Your instructions
What lines in the records below include the word "junction"? Return each one.

Supplied data
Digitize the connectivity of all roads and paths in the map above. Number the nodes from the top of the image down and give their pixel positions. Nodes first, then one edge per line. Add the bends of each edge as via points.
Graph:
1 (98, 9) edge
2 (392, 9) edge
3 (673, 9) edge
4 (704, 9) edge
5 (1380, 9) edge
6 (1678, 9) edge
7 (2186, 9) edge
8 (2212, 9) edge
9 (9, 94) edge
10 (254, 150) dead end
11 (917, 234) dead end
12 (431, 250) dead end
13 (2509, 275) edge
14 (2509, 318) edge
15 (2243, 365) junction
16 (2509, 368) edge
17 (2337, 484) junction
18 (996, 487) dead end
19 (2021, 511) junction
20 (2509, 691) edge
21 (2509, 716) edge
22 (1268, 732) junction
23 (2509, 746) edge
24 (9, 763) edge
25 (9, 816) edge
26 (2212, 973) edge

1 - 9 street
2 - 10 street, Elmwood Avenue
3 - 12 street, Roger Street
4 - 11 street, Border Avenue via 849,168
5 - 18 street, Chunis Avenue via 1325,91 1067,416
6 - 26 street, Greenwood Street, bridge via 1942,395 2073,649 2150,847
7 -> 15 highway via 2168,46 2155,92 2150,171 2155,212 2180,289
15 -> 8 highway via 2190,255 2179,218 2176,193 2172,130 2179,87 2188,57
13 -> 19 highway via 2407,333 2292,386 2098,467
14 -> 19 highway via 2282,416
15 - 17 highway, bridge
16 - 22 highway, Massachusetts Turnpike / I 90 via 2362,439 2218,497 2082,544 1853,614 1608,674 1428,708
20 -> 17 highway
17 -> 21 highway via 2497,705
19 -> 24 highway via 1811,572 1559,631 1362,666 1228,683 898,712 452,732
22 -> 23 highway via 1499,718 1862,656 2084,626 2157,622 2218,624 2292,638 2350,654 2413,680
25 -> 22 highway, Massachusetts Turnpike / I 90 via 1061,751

Exercise solution
15 (2243, 365) junction
17 (2337, 484) junction
19 (2021, 511) junction
22 (1268, 732) junction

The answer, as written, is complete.